In intercultural studies, Hofstede’s Indexes of Culture provide an empirical way to compare countries. Based on the Power-Distance Index, for example, all major airlines around the world have created guidelines to overcome deference to authority: In a cockpit, where the lives of passengers and crew are potentially at stake, bowing and scraping is inappropriate behavior. You have to be able to criticize the captain regardless of their social standing. The implementation of low-context communication and low power-distance is now industry standard and has radically reduced the incidence of human-caused accidents since the late 1990s.

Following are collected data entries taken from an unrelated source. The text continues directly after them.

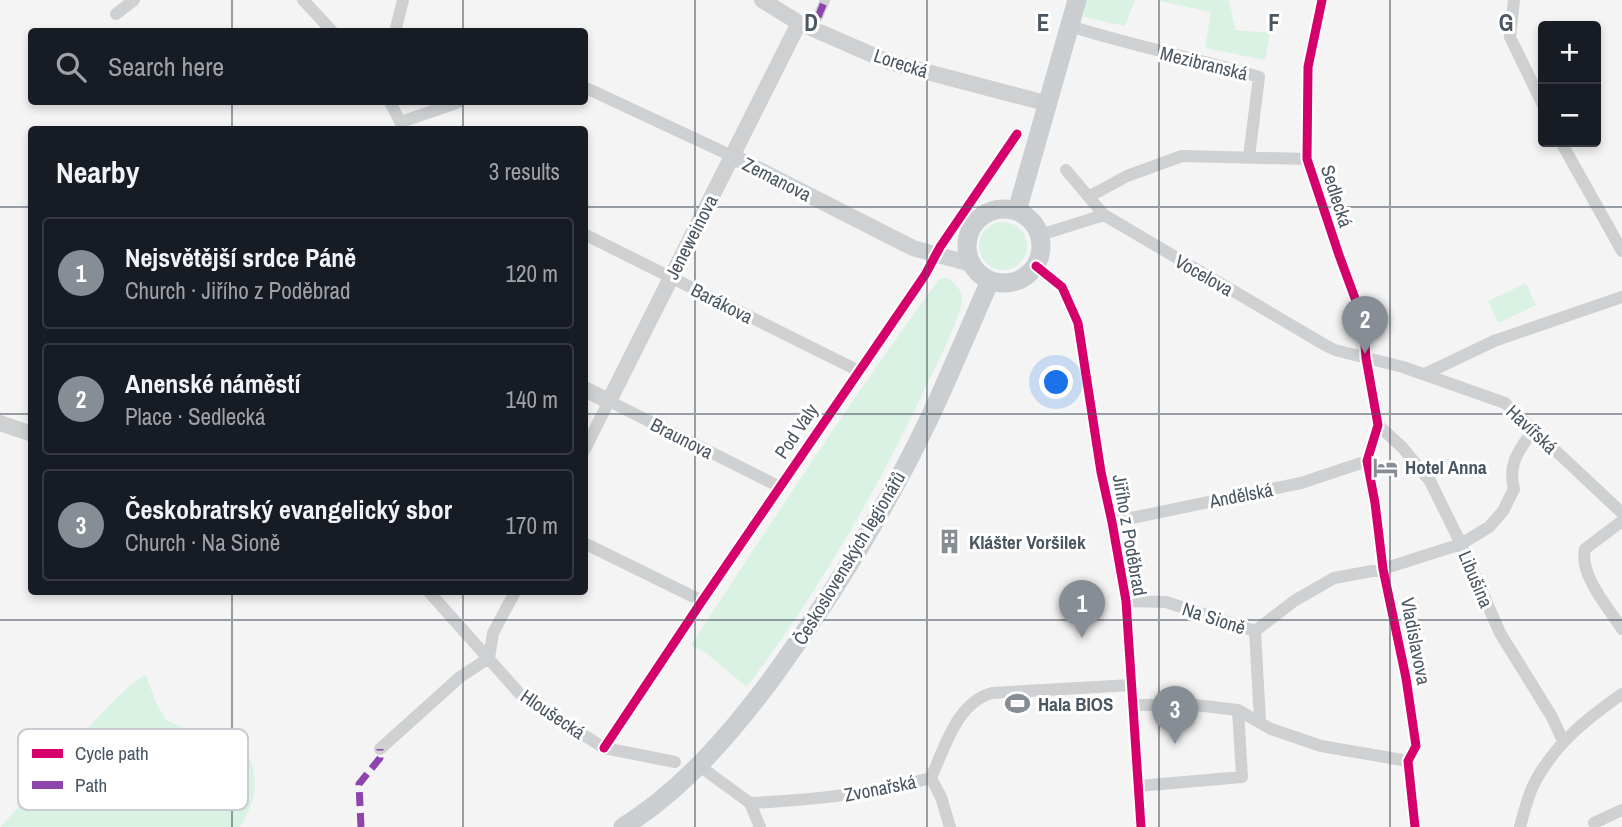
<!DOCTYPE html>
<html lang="en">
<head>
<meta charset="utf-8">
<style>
	:root { --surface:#171b24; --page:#20242c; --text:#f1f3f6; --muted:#9ea1a6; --line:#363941; --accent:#868d94 }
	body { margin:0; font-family:"Archivo Narrow",sans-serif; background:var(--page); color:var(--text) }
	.controls { position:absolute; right:21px; top:21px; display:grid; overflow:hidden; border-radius:7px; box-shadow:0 4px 10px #0003 }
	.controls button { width:63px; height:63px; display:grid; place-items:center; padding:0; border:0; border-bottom:2px solid var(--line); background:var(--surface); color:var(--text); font:35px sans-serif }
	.you { position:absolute; left:1057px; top:383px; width:24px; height:24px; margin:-18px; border:5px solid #fff; border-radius:50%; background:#1a73e8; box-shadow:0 0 0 10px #1a73e833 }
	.badge { display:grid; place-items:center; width:46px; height:46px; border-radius:50%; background:var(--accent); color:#fff; font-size:23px; font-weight:700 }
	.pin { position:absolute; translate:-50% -58px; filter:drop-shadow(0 2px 4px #0008) }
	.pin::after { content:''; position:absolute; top:37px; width:24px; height:21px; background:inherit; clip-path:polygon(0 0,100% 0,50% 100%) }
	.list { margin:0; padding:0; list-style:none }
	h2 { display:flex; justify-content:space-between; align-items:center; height:91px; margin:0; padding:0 28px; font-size:30px }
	h2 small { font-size:23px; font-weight:400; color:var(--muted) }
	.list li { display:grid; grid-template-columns:46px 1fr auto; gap:21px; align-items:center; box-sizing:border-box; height:112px; margin:0 14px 14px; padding:0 14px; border:2px solid var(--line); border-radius:7px }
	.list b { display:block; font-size:26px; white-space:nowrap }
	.list p { margin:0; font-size:23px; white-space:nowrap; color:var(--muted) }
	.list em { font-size:23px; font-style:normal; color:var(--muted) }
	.icon { flex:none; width:38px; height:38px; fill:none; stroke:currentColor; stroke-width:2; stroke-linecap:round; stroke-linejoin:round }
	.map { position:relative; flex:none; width:1622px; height:827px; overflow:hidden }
	.search { position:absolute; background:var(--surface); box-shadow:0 4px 10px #0003; left:28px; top:28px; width:560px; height:77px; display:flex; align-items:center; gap:18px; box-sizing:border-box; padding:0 24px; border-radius:7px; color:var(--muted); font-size:26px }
	.panel { position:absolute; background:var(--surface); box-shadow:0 4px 10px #0003; left:28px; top:126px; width:560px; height:469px; border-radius:7px }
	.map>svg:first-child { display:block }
	.green { fill:#d9f2e3 }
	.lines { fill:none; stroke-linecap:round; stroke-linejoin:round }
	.pedestrian { stroke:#ced0d2; stroke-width:10 }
	.minor { stroke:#ced0d2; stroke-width:12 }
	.tertiary { stroke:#ced0d2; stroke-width:16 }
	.primary { stroke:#caced1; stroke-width:19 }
	.quiet { stroke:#8e44ad; stroke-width:7; stroke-dasharray:14 7; stroke-linecap:butt }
	.cycleway-casing { stroke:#fff; stroke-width:13 }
	.cycleway { stroke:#d6006c; stroke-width:9 }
	.grid { fill:none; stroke:#4a5661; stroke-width:2; stroke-opacity:0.55 }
	.labels { text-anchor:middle; stroke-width:6; stroke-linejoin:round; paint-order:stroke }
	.street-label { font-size:19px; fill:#4a5661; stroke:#fff }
	.poi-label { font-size:19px; font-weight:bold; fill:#4a5661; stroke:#fff; text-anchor:start }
	.key { fill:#fff; stroke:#c9ccd0; stroke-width:2 }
	.key-label { font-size:19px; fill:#4a5661 }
	.grid-label { font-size:23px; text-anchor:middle; font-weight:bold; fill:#4a5661; stroke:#fff; stroke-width:6; stroke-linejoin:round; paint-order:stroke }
</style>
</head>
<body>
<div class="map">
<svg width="1622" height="827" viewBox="0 0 1622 827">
	<rect width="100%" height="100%" fill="#f4f4f4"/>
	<!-- green -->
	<path class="green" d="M1084,0H1135L1125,26L1084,17Z
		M1155,0H1229L1235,30L1270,33L1265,60L1205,48L1211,12Z
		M979 246a24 24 0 1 1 48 0a24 24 0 1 1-48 0Z
		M948,278C954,284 962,289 962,298C963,312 940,358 933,372C881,484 821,588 747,687L706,653L691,645C772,521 852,398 939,279Z
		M1526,283L1536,305L1498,323L1488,301Z
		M146,675L156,703L166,720L250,759C260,787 254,802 240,827H1C21,804 127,678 146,675Z"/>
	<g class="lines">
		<!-- pedestrian -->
		<path class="pedestrian" d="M818,17L825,0"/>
		<!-- minor -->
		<path class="minor" d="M303,0L333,32
			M1322,0L1308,67L1307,159L1339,255L1363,320L1366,358L1378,425L1367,461L1375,503L1383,569L1406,678L1416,746L1408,761L1415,827
			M1514,0L1510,37L1543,105
			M116,14L134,0
			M1070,26C1132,46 1197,58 1259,77L1249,157
			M395,32L403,0
			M584,87L732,156
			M390,102L404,129
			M401,122L459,102
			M1561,142L1622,251
			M1066,170L1104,215L1325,345L1335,350L1403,367L1505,403L1622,513
			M1090,196L1127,176L1182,156L1307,159
			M584,234L859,371
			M1040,235L1104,215
			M1036,266L1062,287L1078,323L1101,472L1112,522L1126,601L1141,827
			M1425,374L1494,341L1622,297
			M1378,425L1402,447L1430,481L1461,544L1500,633L1552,717L1563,741
			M584,451L609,401L780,487
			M1622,521L1585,549C1579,575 1608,607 1622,629
			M1112,522L1301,483L1367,461
			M584,543L702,601
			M429,592L520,694L604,748L675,762
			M1126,601L1166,602L1255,631
			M1255,631L1294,601L1334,578L1383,569L1461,544L1489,527L1503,511L1514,489C1507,463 1520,449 1534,429
			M1255,631L1260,721
			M489,658L493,633L515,592
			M1132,705H1195L1238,710L1271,729L1321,746L1408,761
			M604,748L702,601L925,275L940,247L1017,134
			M380,749L460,677L489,658
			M698,765L750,803L760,827
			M931,778L941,797L950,827
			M1138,786L1242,777L1238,710
			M750,803C813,800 870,794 931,778C944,749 957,702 992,693L1131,685
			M1594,823L1622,810
			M1520,827C1524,812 1528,794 1536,780C1557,742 1588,718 1622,694"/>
		<!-- tertiary -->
		<path class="tertiary" d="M762,0L799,23L889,62L1049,104
			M732,156L913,248L971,264
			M584,389L609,401L799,23
			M0,423L32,434"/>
		<!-- primary -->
		<path class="primary" d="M967 246a37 37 0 1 1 74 0a37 37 0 1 1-74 0Z
			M1017,211L1077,0
			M623,827C683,790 732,732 773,677C833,595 886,509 930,417C951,372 970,326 990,281"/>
		<!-- quiet -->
		<path class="quiet" d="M818,17L825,0
			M361,827L359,784L380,758V749"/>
		<defs>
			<path id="cycleway" d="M1322,0L1308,67L1307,159L1339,255L1363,320L1366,358L1378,425L1367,461L1375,503L1383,569L1406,678L1416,746L1408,761L1415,827
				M1036,266L1062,287L1078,323L1101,472L1112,522L1126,601L1141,827
				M604,748L702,601L925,275L940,247L1017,134"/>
		</defs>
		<!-- cycleway casing -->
		<use href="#cycleway" class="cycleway-casing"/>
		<!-- cycleway -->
		<use href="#cycleway" class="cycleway"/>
	</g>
	<!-- grid -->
	<path class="grid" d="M232,0V32M463,0V32M695,0V827M927,0V827M1159,0V827M1390,0V827M232,102V130M463,102V130M0,207H32M584,207H1622M0,414H32M584,414H1622M232,592V827M463,592V827M0,620H1622"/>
	<!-- icons -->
	<defs>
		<symbol id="hotel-bare" viewBox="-9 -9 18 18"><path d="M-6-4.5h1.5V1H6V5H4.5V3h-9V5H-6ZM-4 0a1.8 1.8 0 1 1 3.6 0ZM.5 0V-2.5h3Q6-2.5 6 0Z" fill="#868d94" stroke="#fff" stroke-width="2.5" paint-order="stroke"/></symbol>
		<symbol id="building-bare" viewBox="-9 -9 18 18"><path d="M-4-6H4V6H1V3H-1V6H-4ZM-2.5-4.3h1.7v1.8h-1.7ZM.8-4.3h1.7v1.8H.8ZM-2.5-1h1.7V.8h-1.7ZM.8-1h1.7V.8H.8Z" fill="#868d94" stroke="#fff" stroke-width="2.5" paint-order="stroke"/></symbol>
		<symbol id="stadium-bare" viewBox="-9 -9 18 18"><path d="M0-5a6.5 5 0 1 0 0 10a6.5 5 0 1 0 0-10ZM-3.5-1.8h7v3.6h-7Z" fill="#868d94" stroke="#fff" stroke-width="2.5" paint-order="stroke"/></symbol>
	</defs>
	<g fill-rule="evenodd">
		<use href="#hotel-bare" x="1368" y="450" width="35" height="35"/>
		<use href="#building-bare" x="932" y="524" width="35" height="35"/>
		<use href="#stadium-bare" x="1000" y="686" width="35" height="35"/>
	</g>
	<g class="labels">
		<!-- street labels -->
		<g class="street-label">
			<text transform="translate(901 63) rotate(18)" y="7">Lorecká</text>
			<text transform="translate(1204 63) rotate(14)" y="7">Mezibranská</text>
			<text transform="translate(777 179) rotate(27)" y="7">Zemanova</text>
			<text transform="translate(1337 196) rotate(72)" y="7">Sedlecká</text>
			<text transform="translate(691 237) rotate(-63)" y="7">Jeneweinova</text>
			<text transform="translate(1204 275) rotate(30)" y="7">Vocelova</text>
			<text transform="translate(722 303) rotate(27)" y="7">Barákova</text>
			<text transform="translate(1532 429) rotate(43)" y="7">Havířská</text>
			<text transform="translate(796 431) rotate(-56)" y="7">Pod Valy</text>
			<text transform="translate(682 438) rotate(27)" y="7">Braunova</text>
			<text transform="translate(1241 495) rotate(-11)" y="7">Andělská</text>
			<text transform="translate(1130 535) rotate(80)" y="7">Jiřího z Poděbrad</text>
			<text transform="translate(849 558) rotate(-59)" y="7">Československých legionářů</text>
			<text transform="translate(1476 579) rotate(67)" y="7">Libušina</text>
			<text transform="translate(1214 618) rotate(18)" y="7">Na Sioně</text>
			<text transform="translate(1416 641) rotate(79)" y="7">Vladislavova</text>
			<text transform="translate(553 714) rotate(34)" y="7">Hloušecká</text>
			<text transform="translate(880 788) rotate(-11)" y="7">Zvonařská</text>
		</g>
		<!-- poi labels -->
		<g class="poi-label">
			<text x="1405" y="474">Hotel Anna</text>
			<text x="969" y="549">Klášter Voršilek</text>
			<text x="1038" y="711">Hala BIOS</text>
		</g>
	</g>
	<!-- legend -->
	<rect x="18" y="729" width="230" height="81" rx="10" class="key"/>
	<rect x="32" y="749" width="31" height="9" fill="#d6006c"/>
	<rect x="32" y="781" width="31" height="8" fill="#8e44ad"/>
	<g class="key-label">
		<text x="75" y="760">Cycle path</text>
		<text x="75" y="792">Path</text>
	</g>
	<g class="grid-label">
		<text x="811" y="31">D</text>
		<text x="1043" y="31">E</text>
		<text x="1274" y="31">F</text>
		<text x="1506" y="31">G</text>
	</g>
</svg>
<div class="controls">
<button>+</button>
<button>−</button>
</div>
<div class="you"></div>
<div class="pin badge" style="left:1082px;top:638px">1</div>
<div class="pin badge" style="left:1365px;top:354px">2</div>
<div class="pin badge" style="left:1175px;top:744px">3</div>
<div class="search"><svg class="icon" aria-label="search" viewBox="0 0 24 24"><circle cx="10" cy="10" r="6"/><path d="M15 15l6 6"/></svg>Search here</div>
<section class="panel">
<h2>Nearby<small>3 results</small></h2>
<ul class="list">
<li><span class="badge">1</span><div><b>Nejsvětější srdce Páně</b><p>Church · Jiřího z Poděbrad</p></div><em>120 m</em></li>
<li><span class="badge">2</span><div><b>Anenské náměstí</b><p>Place · Sedlecká</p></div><em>140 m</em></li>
<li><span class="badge">3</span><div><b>Českobratrský evangelický sbor</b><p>Church · Na Sioně</p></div><em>170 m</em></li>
</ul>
</section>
</div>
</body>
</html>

Bild eines Simulator-Cockpits eines Airbus 380-800 der Emirates in Dubai
Simulator-Cockpit eines Airbus 380-800 der Emirates in Dubai

The Masculinity Index, however, is consistently misunderstood, most often as the “Macho” index. So, according to this interpretation, an Arab culture like the UAE should score very high (even “off the charts”, as I recently heard), while “emancipated” cultures like the USA (women drive, vote, wear what they want) should score relatively low. Looking at the country comparison, we find the opposite is true: Masculinity Index USA 62, UAE 52. What’s going on?

Hofstede’s index attempts to capture the prevalence in a culture for “masculine” ideals such as being the best and showing it; “feminine” ideals, on the other hand, are doing what you love and sharing it. How far these map onto the gender roles of the men and women in the country is irrelevant.

So, for example, this index does a great job of explaining the Anglo and Germanic clusters’ love of work and hoarding wealth: Being busy is highly valued, bank “secrecy” is iconically Swiss, having too much free time is viewed with suspicion, taxation should be as low as possible. In the UAE, landing firmly in the middle of the index, you find other behaviors: Celebration of leisure time and sharing wealth, for example. High-wealth Americans such as Bill Gates and Warren Buffet famously do not live a highly glamorous lifestyle; when high-wealth Arabs visit Geneva, in contrast, the shops stay open very late, accommodating the Arab preference for shopping late on a Thursday or Friday night.

On a side note, the highly “masculine” culture of Dubai is also highly “feminine”: Shops display a dizzying array of gold and jewels, offer free samples of perfumes, and even arrange pink taxis with women drivers for their customers. Unlike the more androgynous Anglo and Germanic clusters, both ends of the gender spectrum are highly celebrated.